# Task goal
Records follow. Pull out every line that contains "overflow".
Recorded information: Begin
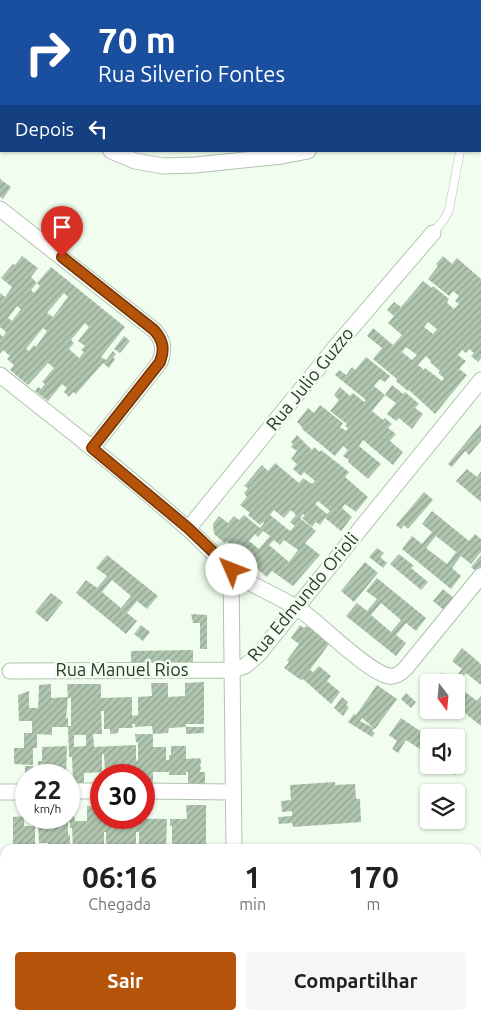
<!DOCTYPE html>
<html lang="pt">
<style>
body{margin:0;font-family:Ubuntu,sans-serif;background:#f6f6f6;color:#202124;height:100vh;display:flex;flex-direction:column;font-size:19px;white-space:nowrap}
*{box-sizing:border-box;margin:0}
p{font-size:16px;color:#757577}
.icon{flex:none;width:28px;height:28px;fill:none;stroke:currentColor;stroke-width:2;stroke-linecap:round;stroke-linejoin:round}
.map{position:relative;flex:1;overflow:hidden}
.drawer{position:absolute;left:0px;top:844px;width:481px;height:176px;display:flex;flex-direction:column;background:#fff;border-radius:15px 15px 0 0;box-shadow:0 1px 4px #0004}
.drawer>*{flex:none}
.banner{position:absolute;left:0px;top:0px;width:481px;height:152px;box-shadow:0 1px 4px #0004;background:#1a4fa0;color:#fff;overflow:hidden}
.needle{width:32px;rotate:164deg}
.buttons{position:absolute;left:420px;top:674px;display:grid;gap:10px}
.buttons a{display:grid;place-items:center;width:45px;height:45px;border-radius:5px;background:#fff;box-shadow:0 1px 4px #0004;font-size:25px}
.speed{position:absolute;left:15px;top:764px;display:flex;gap:10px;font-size:25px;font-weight:700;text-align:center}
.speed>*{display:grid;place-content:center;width:65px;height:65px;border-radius:50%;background:#fff;box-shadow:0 1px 4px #0004;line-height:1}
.speed small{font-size:12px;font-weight:400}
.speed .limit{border:8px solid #d22;background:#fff;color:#111}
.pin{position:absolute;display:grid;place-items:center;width:42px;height:42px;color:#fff;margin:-51px -21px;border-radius:50% 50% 50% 0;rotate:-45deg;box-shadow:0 0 5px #0007}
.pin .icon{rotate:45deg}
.me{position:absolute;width:55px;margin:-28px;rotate:314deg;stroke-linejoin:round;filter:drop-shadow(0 0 4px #0008)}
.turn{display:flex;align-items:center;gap:18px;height:105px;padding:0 15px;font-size:22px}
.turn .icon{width:65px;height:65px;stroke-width:2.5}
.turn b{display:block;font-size:35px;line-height:42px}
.then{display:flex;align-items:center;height:48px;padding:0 15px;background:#0003;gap:10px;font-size:19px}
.eta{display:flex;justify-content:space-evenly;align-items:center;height:85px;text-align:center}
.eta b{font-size:30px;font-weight:600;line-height:35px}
.cta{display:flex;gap:10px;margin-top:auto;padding:10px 15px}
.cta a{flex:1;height:58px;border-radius:5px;background:#b45309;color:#fff;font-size:20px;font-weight:600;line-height:58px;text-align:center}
.cta a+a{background:#f6f6f6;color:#202124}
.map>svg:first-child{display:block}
</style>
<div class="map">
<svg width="481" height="1019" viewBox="0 0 481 1019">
<defs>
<pattern id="building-hatch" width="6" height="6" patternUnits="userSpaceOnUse" patternTransform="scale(1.25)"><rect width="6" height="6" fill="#b0c6af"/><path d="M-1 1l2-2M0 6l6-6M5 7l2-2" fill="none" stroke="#90a28f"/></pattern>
</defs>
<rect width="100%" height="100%" fill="#f1feef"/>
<path fill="url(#building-hatch)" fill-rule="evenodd" d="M0,179L11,187L3,199L0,197Z
M22,256L38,268L31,277L37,283L31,290L34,293L40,286L37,283L51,267L125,327L101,357L106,360L113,351L116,354L113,358L115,359L109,368L103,363L76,394L73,392L69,397L64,392L67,388L62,384L48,401L35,391L38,387L41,389L45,384L42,382L54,368L48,363L28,385L10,370L14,365L7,359L10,356L3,350L0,354V334L3,337L6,332L0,327V293L5,297L12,287L1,278L13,264L15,265ZM64,293L68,297L53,317L47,313ZM17,306L21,309L12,321L8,318ZM85,323L89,327L78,341L85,346L81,350L84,352L79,358L69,349L74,343L71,340ZM43,328L47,331L36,347L34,345L29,351L26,349Z
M443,256L452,264L457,258L481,279V358L478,362L471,356L474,353L469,349L466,353L462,350L458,355L466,361L459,369L467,375L435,414L409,390L408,391L396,381L397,379L373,359L382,348L367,336L373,328L393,345L402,335L388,323L394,316L387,310L394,302L401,307L423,281L432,288L433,286L449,299L447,303L454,309L459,304L455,301L459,296L453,291L449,296L428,279L438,266L436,264ZM428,322L437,329L433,334L424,327ZM406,347L417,355L412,360L402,352ZM426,356L431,361L430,362L440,371L438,373L444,378L442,381L425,368L424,370L418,365Z
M124,336L130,341L120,353L114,349Z
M366,357L390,376L385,382L380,379L374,386L385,395L372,411L383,420L385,418L392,424L388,428L396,434L390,441L403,452L393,465L363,440L359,446L381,464L368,479L348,462L349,460L343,456L348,450L343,446L335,456L302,429L303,428L297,422L308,408L314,413L320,405L343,423L340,427L346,431L348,428L345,426L347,424L330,411L339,400L334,395L340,387L350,396L353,393L364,402L366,400L335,375L339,370L346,375L352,367L355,370Z
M392,385L403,394L405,392L419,404L415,408L423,414L412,429L399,418L396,421L387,414L396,403L385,395Z
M481,424V441L469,455L465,451L452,467L448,464Z
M297,435L312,450L314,447L320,452L321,450L349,472L345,477L368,497L356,512L345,504L342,508L352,517L341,531L325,518L320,525L316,522L312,527L302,518L305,515L303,514L300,518L316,531L305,543L320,555L293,586L272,571L267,577L238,553L241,549L240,548L238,551L226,541L225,543L214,534L213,524L219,516L228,523L234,516L239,520L244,515L260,528L264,523L263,522L260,525L248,515L250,513L240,505L247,497L244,493L248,488L244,486L262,465L268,471L275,463L299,483L303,478L312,484L315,481L304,472L301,476L293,469L297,464L291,459L297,451L291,447L293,444L291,442ZM318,501L330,511L327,514L315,504ZM274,510L284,518L291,510L296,515L290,522L295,526L290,531L270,515ZM263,531L270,536L259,549L249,541L255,534L258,537ZM274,540L280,545L284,540L298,550L289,562L269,545Z
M467,469L477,477L481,471V502L456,481Z
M424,492L433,500L408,529L404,525L401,529L396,525Z
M432,511L469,541L475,534L481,539V552L471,564L461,556L452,568L461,576L451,589L402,549L412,536L422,544L432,532L422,524ZM436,536L456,552L447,564L426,548Z
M377,548L384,553L380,557L387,563L383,568L369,557Z
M399,554L414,566L411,568L428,582L421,590L390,564Z
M107,555L158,596L147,609L137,601L127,613L137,621L126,634L76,593L86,580L97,588L107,576L96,568ZM112,580L131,596L121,608L102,592Z
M481,555V573L480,575L471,567Z
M365,562L378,573L354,602L341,591Z
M377,578L426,618L416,631L406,623L396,635L406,643L396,656L346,616L357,603L367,611L377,599L366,591ZM381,603L401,620L391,632L371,615Z
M443,589L455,599L445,611L433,601Z
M51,593L63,602L47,622L35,612Z
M191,614L207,615V649H200V623H193Z
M141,625L150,632L143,641L134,634Z
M300,625L304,628L306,626L312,629L329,644L310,670L313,672L319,666L331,676L327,681L340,692L331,704L303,679L301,680L284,668L289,662L287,660L299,644L291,638Z
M462,648L481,664V685L466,673L456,685L477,701L481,696V726L456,706V682H435L442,673L452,681L462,669L452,661Z
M193,650V663L131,664V651Z
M204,682V724H186V727H204V733L186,734V727L169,728L168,733L153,734V747H166V760H169V755H171V746H186V759L200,758L201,761V764H200L201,770H200V772H205V785H188V772H186V775H169V772H153V785H144V775H137L136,772H105L104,754H102V772L84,773V786H76V781H73L72,757H69L68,727H52V735L37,734V748H33V765L14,764V748H24V733H32V721H19L18,695L29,691V708H38L39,685L51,684V698L68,697L66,718H68V726H71V698H68L67,684H101V698L132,697V716L138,715V697L152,696L151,683H168V697L185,696V683ZM101,711H104V729H110V734L118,733L119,728H133L132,724H135V727L152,726L153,734H135L136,742H138V760L136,761V745L94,747L93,734H102ZM74,735H86V746L74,747Z
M377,685L397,699L375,729L362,718L360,721L374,728L372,731L375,733L372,737L348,722L354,714L356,715Z
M406,693L416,702L411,708L401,699Z
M342,697L348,702L346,705L349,707L343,716L334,708Z
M401,718L429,737V755L406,740L398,753L392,749L397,741L389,735Z
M67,746L66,775L39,774L38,761H42V747Z
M456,758L464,764L455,775L445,771L446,767L443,765H456Z
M25,766H33V775H25Z
M335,782V785L355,784L356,799H360L361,822L293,827L292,823L279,824L278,817L292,816V811L282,812L281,801L291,800L290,785Z
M186,805H206V846H202V849H172V826H170V819H187Z
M87,806H101V818L167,819L166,849L139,848V832H136V849H106V832H104V849H73L72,828H70V822H68V835H70V849H54V846H48V843H39L38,821H46V818H69V815H74L75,821H87Z
M24,816V826H35V849H13V817Z
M37,1015H137V1018L37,1019Z
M139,1015H189L190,1019H140Z
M284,1015H300V1019H284Z
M317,1015H391L392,1019H317Z
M421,1015H438V1019H421Z"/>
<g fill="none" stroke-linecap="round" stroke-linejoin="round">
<g stroke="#afc4ad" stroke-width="9">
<path id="lane" d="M433,233L445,218L449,210L460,151"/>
</g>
<g stroke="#afc4ad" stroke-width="17">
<path id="street" d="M0,73H1
M480,101H481
M111,151L135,161L163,166L195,165L282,156L308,151
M0,209L154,330C163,340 165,348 160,362L92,448
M0,375C63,425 128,475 188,529C203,542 217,558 232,571C255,589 284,597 307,615C324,628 370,673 389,676C396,677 401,673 405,669L481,576
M188,529L337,345L433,233
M231,570L234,849
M10,671L233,670L245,666L258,655L481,380
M69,791H101
M144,791L233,792
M1,792H26
M237,1015V1019"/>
</g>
<use href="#lane" stroke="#fff" stroke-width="8"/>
<use href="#street" stroke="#fff" stroke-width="15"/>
</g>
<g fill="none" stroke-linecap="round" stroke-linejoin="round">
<g stroke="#753606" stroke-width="12">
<path id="route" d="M62,257L154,330C163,340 165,349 160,362L92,448L188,528L232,570"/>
</g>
<use href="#route" stroke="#b45309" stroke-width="9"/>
</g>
<g text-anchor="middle" stroke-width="5" stroke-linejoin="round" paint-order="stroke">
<g font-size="18" fill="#2e372d" stroke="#f1feef">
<text transform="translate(310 379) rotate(-51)" y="6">Rua Julio Guzzo</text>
<text transform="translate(303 597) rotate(-50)" y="6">Rua Edmundo Orioli</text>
<text x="122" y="676">Rua Manuel Rios</text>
</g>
</g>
</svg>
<div class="buttons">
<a><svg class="needle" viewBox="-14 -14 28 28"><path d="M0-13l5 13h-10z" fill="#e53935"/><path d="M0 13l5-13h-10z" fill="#757577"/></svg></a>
<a><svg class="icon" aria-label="sound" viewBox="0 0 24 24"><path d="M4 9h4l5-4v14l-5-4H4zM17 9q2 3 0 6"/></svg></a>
<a><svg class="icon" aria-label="layers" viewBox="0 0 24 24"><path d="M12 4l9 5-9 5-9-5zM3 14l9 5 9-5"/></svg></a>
</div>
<div class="speed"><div>22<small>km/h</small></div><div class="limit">30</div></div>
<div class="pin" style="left:62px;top:257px;background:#d93025"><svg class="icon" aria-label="arrive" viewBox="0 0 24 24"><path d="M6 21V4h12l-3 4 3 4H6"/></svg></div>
<svg class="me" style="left:232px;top:570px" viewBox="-20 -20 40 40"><circle r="19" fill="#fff"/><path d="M0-13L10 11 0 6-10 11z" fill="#b45309"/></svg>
<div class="banner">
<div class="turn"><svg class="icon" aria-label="right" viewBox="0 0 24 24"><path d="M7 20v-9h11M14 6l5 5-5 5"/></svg><div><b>70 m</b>Rua Silverio Fontes</div></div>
<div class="then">Depois<svg class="icon" aria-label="left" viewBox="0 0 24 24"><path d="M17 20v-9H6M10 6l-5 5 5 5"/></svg></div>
</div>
<section class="drawer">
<div class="eta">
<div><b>06:16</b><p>Chegada</p></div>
<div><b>1</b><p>min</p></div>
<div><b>170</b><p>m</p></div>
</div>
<div class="cta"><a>Sair</a><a>Compartilhar</a></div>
</section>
</div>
Recorded information: End
# Task output
.map{position:relative;flex:1;overflow:hidden}
.banner{position:absolute;left:0px;top:0px;width:481px;height:152px;box-shadow:0 1px 4px #0004;background:#1a4fa0;color:#fff;overflow:hidden}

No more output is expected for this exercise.